> The problem
Report the count of lines below in which the string "edges" occurs; include nothing else.

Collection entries
--------------------------------
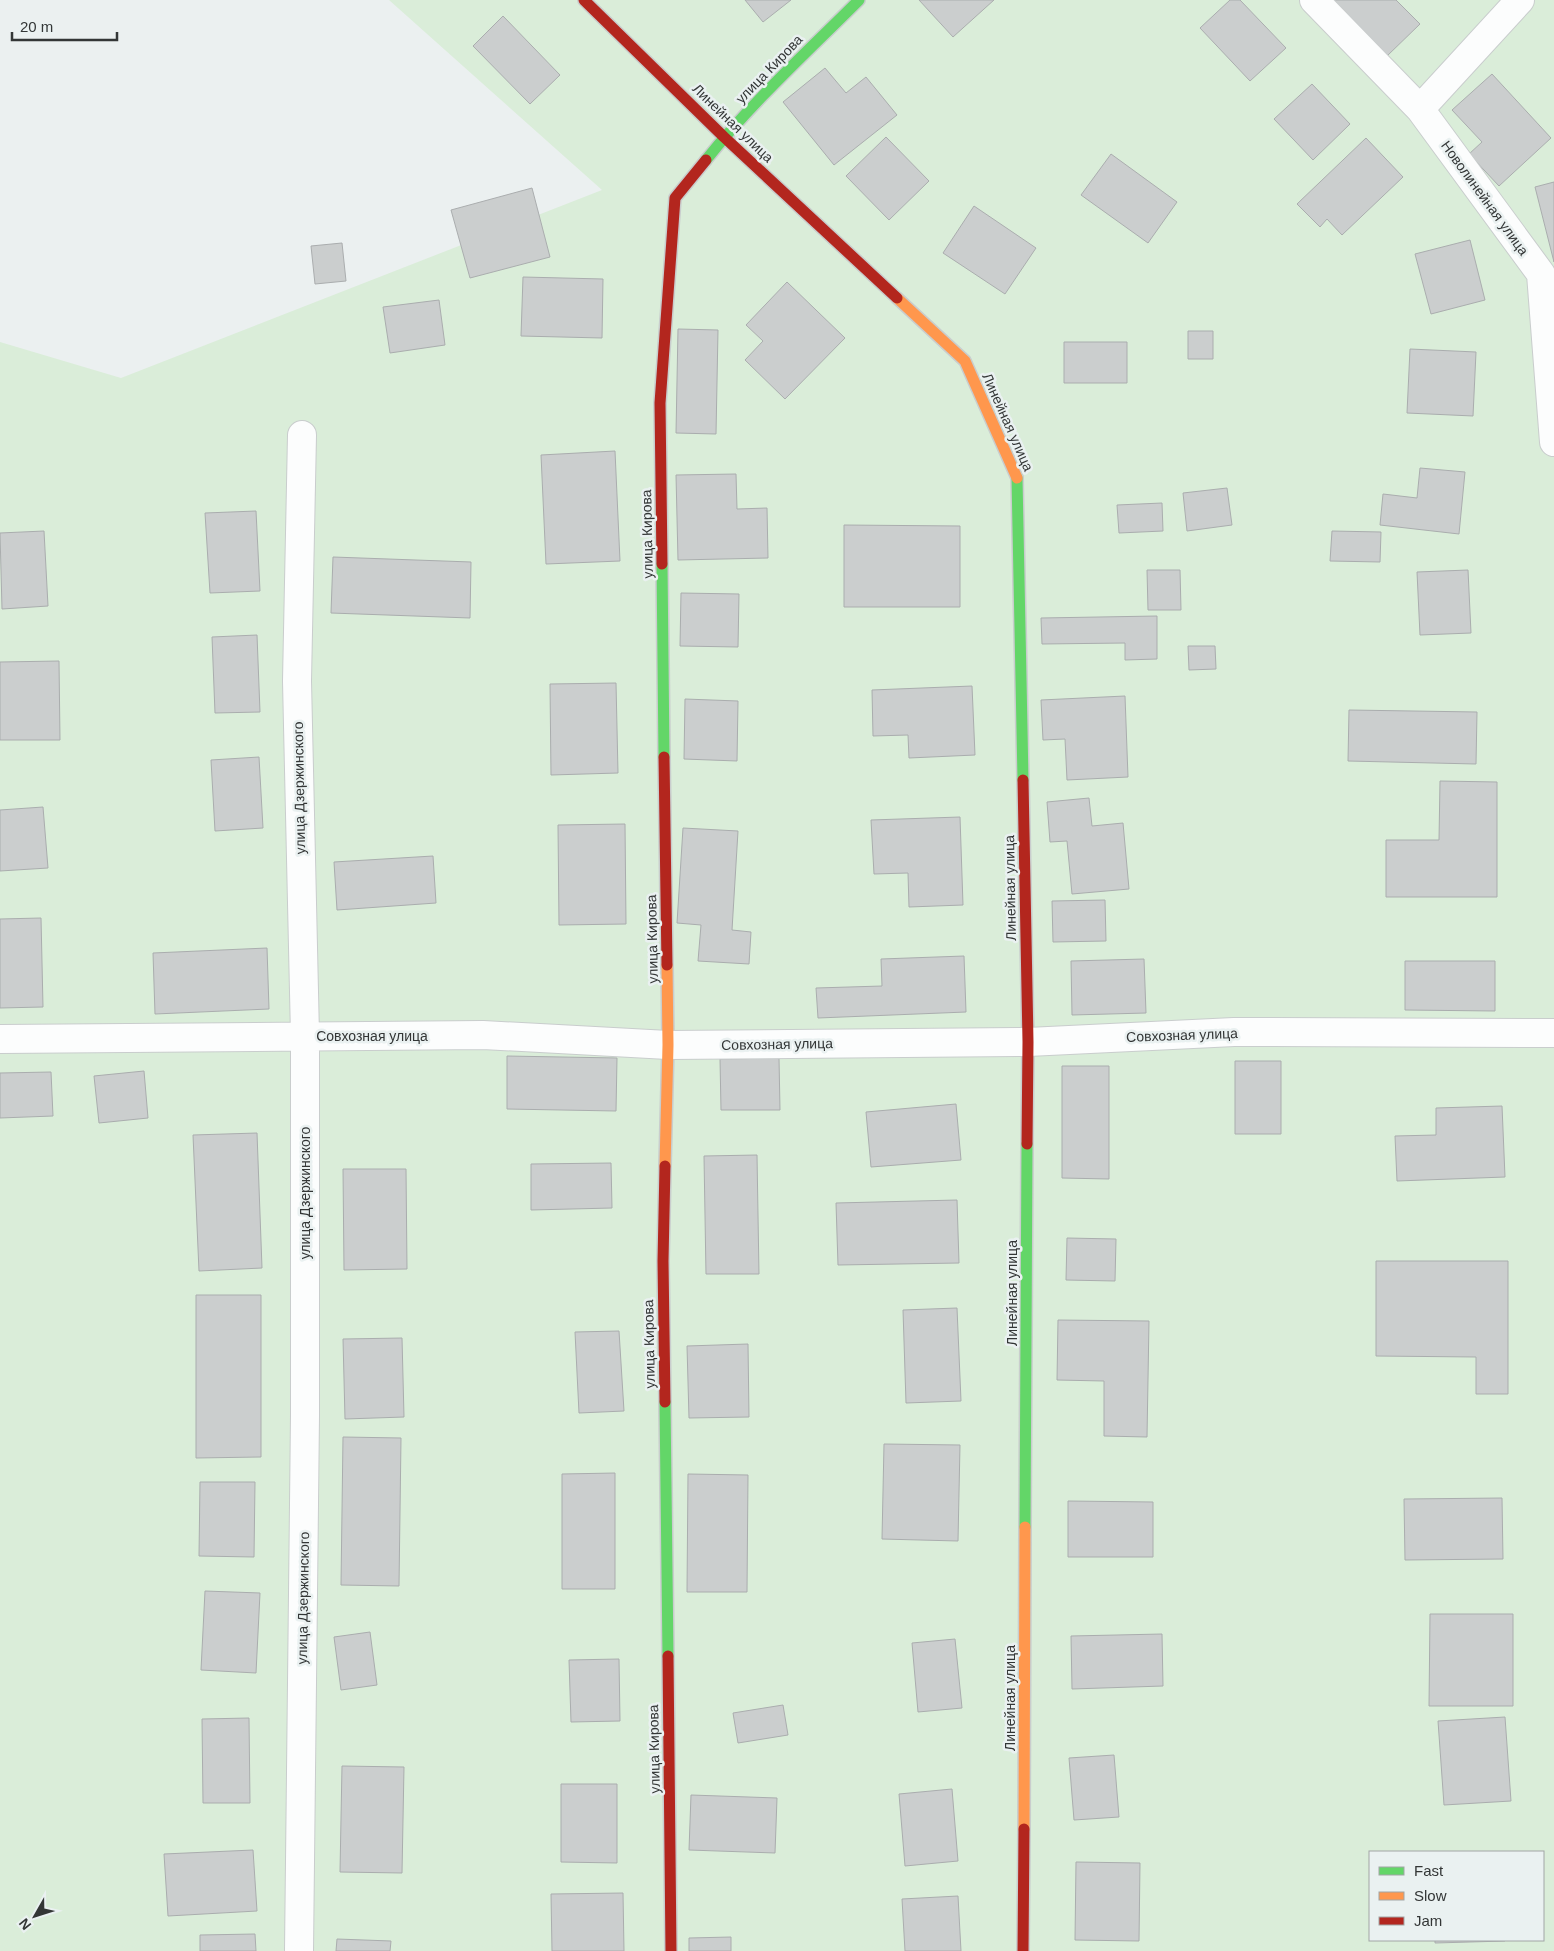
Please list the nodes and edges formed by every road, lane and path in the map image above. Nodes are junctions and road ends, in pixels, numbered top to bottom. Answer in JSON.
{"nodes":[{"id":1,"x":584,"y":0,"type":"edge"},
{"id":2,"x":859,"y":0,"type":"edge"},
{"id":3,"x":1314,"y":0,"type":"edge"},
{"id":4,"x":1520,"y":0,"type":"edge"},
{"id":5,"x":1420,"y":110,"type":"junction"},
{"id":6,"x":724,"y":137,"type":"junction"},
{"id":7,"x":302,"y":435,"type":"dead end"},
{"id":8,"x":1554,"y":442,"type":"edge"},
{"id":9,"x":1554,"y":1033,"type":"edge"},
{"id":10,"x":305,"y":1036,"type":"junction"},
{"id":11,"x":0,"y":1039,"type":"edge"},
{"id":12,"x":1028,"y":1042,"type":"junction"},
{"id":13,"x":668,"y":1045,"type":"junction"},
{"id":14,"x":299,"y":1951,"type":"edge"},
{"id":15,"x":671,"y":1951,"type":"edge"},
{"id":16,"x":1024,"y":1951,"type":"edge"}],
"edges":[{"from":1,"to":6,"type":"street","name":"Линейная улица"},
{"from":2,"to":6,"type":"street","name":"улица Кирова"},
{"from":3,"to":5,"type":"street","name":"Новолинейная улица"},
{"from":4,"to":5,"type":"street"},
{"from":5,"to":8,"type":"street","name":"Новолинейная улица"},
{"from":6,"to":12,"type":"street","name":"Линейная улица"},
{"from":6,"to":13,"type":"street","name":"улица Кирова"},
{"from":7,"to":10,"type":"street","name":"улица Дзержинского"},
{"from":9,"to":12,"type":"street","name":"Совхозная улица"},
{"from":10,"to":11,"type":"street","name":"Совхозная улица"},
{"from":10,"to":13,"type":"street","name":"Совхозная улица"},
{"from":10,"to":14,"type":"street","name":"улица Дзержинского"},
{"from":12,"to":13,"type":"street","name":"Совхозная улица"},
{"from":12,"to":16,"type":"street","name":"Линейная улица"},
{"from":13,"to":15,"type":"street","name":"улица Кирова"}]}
--------------------------------
> Exercise answer
2